La sanctuarisation de certaines zones du parc souligne également son importance culturelle et spirituelle pour les populations locales. Elle démontre aussi une fusion entre la conservation environnementale et la préservation des patrimoines culturels, piliers de l’identité collective.« Nous menons nos rituels dans ces espaces forestiers sacrés, ce qui renforce notre lien unique avec le parc » nous confie Attiglido Amavi Tognevia, qui conclut tout de même avec beaucoup d’émotions, en appelant les autorités et autres organisations à les accompagner davantage, notamment en équipements et en moyens financiers pour faciliter leur travail, qu’il reconnaît très fastidieux avec des moyens de bord : « On n’pas de salaires et plus d’équipements, nous travaillons avec nos motos et surtout qu’une l’aide du directeur conservateur du parc qui nous accompagne personnellement ». Une situation confirmée par Degbetchin Koffitchê, éco-garde UAV GAP, qui fait aussi remarquer sonleur impatience de voir le parc devenir un lieu touristique qui, selon lui, pourrait offrir d’autres sources de revenus consistant pour les aider à ne plus du tout être tenté de rebrousser chemin.

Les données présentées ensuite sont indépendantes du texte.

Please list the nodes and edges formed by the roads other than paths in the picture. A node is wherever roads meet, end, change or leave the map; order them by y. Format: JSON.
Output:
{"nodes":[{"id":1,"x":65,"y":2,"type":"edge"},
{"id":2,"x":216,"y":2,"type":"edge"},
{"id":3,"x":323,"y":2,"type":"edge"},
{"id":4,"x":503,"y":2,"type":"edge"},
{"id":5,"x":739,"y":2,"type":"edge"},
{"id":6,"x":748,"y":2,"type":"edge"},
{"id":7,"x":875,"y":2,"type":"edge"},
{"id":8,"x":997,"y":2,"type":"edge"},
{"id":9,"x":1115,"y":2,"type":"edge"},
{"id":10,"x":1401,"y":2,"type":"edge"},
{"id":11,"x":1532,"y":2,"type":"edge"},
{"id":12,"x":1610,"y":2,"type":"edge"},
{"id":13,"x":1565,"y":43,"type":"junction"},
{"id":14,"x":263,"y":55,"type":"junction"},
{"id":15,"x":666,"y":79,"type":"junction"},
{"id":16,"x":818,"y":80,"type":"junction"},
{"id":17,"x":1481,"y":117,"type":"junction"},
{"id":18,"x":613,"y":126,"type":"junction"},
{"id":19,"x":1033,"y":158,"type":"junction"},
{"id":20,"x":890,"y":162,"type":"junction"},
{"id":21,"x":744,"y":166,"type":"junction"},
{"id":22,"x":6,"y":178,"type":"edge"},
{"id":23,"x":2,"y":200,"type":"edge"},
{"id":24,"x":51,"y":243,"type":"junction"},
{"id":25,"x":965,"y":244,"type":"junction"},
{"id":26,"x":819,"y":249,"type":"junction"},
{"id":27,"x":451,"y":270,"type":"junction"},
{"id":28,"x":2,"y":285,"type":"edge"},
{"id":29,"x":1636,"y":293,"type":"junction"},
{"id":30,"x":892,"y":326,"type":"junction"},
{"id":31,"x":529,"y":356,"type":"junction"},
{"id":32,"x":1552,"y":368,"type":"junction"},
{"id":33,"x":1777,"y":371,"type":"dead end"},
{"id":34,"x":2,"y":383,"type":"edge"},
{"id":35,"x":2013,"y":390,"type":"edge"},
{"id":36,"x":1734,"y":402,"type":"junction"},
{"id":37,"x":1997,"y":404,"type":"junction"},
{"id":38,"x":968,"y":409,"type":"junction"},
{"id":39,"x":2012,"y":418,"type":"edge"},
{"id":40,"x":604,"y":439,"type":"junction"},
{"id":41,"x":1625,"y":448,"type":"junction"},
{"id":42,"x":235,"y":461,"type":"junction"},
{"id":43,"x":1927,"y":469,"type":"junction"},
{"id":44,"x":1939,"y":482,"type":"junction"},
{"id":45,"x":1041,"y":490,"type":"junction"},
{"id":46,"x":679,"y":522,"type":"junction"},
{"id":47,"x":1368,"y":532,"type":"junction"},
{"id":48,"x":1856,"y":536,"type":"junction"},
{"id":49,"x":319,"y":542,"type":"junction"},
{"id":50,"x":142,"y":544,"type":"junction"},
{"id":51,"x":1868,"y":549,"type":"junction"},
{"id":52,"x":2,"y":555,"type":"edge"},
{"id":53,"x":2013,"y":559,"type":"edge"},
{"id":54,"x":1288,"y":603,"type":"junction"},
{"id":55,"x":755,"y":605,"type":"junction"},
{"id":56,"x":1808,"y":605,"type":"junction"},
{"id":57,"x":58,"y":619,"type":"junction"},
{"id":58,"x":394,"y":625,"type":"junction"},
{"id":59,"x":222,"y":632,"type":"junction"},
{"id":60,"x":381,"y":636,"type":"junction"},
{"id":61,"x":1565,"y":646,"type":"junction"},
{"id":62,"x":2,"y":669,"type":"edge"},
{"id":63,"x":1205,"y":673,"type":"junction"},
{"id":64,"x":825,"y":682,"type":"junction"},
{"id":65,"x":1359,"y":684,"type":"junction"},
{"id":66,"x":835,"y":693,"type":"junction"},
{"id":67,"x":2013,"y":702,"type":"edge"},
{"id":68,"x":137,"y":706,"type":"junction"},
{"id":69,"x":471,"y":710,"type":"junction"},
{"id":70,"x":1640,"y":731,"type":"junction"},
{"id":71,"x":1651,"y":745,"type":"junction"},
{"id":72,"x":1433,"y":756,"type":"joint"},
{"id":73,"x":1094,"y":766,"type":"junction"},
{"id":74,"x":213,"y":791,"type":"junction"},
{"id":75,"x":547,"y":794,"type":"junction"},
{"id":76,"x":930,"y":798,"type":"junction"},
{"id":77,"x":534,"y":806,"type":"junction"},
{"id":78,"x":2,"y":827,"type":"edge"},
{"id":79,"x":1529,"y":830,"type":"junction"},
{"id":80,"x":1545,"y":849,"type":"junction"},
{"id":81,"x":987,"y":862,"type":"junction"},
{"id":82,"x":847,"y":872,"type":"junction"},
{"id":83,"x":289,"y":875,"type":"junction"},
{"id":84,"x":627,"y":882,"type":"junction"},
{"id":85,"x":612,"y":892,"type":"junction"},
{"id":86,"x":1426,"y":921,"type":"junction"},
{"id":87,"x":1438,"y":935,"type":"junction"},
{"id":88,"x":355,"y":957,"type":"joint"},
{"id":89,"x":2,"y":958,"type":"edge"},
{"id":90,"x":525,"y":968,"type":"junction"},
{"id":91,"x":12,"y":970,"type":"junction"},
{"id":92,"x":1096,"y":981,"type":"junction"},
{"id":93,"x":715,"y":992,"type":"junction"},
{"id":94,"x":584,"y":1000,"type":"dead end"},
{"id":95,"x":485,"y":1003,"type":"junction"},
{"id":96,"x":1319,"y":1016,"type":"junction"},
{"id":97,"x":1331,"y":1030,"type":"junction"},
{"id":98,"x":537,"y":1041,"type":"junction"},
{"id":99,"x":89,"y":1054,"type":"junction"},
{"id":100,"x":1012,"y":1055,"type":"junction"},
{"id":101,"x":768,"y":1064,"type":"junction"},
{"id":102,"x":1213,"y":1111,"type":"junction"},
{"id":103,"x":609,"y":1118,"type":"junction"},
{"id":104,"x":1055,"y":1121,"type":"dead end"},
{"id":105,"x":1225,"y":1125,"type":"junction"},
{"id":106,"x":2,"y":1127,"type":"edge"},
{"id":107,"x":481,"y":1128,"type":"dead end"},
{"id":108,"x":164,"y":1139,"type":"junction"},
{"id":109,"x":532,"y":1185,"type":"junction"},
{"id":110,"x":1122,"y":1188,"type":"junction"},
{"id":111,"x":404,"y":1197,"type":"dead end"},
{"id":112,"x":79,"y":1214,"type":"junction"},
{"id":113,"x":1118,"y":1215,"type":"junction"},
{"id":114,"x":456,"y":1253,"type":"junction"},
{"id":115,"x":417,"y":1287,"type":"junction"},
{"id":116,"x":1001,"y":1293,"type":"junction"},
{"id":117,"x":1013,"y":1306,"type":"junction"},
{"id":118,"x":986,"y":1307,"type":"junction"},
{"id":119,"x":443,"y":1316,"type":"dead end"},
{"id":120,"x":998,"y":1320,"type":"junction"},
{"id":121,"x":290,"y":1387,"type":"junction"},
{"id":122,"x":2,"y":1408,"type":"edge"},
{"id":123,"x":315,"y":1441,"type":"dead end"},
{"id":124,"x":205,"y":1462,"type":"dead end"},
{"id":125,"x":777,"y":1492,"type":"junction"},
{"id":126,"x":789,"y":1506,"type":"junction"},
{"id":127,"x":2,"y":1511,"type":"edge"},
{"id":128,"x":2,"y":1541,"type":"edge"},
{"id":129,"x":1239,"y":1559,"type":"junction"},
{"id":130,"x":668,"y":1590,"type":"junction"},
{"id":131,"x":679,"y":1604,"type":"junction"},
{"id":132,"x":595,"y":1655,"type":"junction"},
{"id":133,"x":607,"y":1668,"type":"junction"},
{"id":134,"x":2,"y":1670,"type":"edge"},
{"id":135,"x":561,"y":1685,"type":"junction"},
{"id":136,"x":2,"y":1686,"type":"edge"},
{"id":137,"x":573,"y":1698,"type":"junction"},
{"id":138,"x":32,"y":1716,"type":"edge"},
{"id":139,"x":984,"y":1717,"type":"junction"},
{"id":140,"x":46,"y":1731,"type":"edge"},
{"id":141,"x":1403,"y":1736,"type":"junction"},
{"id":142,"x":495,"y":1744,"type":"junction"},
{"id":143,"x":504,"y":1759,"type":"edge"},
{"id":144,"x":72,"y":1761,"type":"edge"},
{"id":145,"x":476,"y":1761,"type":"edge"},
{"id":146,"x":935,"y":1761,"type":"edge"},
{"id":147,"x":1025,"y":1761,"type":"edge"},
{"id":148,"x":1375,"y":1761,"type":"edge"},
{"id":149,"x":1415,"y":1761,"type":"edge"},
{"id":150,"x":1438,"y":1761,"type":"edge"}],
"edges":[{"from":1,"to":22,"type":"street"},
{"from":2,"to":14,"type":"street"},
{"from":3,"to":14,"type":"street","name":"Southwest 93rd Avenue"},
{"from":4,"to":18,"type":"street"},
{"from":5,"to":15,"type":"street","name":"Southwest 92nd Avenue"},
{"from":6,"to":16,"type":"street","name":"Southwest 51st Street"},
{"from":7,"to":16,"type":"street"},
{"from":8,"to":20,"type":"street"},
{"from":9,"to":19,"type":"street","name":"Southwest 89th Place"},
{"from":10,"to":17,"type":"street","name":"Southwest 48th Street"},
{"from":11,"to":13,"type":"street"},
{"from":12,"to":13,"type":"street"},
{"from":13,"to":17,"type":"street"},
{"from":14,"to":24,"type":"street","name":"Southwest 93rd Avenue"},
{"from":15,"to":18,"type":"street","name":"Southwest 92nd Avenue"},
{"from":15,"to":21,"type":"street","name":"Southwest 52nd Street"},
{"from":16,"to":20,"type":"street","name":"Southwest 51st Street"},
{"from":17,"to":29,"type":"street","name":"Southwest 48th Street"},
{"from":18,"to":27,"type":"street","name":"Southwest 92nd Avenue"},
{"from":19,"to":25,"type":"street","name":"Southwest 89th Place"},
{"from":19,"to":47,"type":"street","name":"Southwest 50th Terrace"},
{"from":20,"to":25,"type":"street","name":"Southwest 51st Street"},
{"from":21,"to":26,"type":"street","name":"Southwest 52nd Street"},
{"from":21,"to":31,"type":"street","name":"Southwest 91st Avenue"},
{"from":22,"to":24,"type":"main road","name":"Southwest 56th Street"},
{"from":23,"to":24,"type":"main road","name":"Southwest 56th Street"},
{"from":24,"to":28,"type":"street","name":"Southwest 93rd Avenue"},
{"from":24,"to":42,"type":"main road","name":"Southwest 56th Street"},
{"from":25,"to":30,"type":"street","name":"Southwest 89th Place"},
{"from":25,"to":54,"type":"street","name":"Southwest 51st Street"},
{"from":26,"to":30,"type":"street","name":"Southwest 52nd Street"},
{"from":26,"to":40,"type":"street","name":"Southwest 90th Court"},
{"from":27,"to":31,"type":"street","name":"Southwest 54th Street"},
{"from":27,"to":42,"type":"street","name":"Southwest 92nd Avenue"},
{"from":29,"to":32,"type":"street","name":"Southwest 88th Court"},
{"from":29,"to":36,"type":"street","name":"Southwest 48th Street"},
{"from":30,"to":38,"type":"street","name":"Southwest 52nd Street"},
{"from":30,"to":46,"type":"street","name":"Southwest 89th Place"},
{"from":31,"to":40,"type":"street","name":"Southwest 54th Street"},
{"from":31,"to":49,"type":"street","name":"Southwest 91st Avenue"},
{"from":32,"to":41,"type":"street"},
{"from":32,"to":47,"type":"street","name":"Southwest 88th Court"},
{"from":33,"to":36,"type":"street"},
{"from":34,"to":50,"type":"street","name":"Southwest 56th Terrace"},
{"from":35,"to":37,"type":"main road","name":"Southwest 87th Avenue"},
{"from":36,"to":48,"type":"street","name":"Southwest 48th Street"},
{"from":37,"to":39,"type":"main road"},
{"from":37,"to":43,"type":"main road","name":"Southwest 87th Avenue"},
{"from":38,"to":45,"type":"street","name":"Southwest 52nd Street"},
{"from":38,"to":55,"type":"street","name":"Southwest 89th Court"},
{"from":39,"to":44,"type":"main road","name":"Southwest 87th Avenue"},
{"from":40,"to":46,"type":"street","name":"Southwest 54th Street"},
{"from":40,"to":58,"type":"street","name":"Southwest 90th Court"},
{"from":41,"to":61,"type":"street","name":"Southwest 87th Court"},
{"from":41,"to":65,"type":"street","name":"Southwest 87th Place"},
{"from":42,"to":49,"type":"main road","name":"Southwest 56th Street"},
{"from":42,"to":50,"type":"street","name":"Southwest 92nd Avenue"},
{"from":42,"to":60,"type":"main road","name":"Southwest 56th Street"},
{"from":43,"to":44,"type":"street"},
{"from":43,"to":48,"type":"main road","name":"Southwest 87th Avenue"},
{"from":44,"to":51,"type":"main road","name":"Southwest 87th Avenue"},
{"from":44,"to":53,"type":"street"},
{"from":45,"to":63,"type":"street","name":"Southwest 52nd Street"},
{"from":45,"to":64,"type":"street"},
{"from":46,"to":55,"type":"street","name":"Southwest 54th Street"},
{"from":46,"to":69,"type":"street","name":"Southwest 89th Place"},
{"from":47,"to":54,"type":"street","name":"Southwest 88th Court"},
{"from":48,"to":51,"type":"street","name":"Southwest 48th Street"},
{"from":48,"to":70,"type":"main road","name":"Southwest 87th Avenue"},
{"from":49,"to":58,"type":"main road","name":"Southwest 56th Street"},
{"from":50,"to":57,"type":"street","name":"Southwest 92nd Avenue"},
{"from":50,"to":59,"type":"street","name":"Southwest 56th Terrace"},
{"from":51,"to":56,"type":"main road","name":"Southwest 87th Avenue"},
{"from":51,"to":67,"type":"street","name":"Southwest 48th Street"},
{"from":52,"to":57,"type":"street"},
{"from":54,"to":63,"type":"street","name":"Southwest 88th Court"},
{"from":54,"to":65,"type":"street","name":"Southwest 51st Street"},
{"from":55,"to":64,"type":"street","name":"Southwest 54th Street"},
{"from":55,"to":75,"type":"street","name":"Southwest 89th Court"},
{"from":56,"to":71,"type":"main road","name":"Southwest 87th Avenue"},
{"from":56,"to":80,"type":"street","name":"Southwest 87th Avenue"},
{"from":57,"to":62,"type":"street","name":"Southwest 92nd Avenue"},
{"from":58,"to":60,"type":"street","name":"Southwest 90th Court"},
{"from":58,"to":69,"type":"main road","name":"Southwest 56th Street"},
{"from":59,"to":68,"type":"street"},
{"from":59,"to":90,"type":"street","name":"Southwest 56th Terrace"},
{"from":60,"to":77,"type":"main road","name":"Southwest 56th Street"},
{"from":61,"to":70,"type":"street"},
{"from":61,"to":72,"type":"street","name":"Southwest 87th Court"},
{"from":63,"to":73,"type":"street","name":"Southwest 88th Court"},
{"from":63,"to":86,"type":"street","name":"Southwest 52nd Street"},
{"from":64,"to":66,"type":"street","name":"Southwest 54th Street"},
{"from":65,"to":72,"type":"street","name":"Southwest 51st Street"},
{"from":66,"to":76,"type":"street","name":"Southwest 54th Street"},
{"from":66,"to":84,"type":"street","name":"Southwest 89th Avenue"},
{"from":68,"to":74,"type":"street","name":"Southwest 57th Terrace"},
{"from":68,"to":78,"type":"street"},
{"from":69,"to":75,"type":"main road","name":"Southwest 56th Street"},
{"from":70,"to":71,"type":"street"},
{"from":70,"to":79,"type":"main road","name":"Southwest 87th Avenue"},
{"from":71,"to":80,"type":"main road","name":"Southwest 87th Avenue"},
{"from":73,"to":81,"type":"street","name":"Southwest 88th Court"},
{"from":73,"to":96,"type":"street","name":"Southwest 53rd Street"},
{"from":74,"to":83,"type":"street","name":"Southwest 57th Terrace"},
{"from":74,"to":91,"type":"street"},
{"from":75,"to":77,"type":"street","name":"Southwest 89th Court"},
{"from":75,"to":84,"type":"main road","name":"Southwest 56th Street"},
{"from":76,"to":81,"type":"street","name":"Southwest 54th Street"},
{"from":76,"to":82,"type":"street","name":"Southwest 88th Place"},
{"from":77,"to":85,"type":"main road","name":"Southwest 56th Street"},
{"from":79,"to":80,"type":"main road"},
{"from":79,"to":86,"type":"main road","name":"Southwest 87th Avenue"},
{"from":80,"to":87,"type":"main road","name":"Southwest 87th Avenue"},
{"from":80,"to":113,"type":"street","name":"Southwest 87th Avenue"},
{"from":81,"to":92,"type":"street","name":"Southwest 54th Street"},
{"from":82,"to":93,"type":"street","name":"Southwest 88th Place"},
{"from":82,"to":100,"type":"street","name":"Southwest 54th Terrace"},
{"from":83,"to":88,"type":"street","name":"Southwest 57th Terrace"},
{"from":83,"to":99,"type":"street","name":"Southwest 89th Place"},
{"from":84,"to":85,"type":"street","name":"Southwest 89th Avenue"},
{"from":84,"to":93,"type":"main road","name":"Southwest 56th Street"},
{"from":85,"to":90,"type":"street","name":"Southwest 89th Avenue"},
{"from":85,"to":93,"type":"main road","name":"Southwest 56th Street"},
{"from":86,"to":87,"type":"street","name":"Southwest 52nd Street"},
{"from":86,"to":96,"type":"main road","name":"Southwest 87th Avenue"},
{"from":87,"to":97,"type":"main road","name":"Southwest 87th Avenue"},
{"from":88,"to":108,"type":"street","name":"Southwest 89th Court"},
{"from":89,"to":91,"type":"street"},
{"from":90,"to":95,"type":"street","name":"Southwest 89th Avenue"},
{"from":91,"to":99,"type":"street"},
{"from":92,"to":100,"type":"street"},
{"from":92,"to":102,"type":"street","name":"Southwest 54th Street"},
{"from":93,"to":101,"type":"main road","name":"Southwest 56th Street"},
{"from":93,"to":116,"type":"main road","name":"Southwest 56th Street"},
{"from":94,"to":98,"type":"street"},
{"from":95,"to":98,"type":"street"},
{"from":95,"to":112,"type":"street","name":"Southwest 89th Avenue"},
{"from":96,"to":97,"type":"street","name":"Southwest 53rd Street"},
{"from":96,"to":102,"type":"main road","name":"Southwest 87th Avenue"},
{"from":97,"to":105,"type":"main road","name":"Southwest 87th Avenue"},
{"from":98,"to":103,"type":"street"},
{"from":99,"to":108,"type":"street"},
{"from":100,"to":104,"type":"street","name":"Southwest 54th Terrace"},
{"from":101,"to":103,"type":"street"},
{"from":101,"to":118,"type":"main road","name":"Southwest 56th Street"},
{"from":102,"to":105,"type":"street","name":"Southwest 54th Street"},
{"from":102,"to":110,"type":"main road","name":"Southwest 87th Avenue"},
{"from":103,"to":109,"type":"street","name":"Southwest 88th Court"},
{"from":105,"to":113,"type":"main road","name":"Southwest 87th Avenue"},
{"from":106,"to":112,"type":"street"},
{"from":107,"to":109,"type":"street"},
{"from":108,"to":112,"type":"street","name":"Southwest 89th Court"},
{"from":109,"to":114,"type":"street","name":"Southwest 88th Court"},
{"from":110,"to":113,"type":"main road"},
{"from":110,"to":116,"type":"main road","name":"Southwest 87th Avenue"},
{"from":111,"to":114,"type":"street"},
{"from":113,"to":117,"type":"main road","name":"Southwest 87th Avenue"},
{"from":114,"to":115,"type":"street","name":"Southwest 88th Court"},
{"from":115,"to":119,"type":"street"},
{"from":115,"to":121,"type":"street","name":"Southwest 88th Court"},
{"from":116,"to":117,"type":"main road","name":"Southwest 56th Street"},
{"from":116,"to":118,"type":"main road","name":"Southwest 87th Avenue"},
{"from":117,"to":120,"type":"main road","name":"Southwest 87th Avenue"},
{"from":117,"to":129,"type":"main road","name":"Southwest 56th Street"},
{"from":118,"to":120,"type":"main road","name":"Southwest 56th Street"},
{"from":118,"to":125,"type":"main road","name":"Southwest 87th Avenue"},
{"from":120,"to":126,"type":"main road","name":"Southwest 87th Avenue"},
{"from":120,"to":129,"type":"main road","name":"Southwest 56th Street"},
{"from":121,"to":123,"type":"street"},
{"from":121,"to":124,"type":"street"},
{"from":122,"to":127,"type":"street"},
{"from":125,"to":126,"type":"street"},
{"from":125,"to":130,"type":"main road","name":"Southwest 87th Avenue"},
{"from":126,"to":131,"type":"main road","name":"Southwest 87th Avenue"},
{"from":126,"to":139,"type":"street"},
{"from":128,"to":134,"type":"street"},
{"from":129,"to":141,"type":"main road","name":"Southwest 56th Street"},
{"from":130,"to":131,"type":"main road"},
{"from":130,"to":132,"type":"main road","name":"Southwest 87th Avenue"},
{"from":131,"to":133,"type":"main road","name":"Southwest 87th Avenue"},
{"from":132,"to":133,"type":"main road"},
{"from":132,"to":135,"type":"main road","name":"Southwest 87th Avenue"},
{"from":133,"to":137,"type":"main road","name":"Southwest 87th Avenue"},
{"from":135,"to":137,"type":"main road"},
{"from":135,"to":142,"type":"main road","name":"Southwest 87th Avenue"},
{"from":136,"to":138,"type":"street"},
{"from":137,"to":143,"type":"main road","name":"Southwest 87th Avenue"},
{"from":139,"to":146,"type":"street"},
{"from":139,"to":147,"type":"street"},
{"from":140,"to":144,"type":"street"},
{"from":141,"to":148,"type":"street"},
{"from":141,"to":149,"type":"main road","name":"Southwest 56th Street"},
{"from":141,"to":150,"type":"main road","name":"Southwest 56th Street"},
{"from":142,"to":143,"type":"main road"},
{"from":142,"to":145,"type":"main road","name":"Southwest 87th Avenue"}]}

Il est évident que, grâce au dialogue entre la nature, l’homme et la culture, Togodo Sud se profile, non seulement comme un havre de biodiversité dans la région, mais aussi comme un modèle inspirant de conservation intégrée et de développement durable. Toutefois, pour pérenniser cet écosystème unique dans le sud du Togo, Kossi Adjonou suggère qu’il faut « continuer à renforcer les mesures de résilience des communautés, l’amélioration des conditions de vie des communautés».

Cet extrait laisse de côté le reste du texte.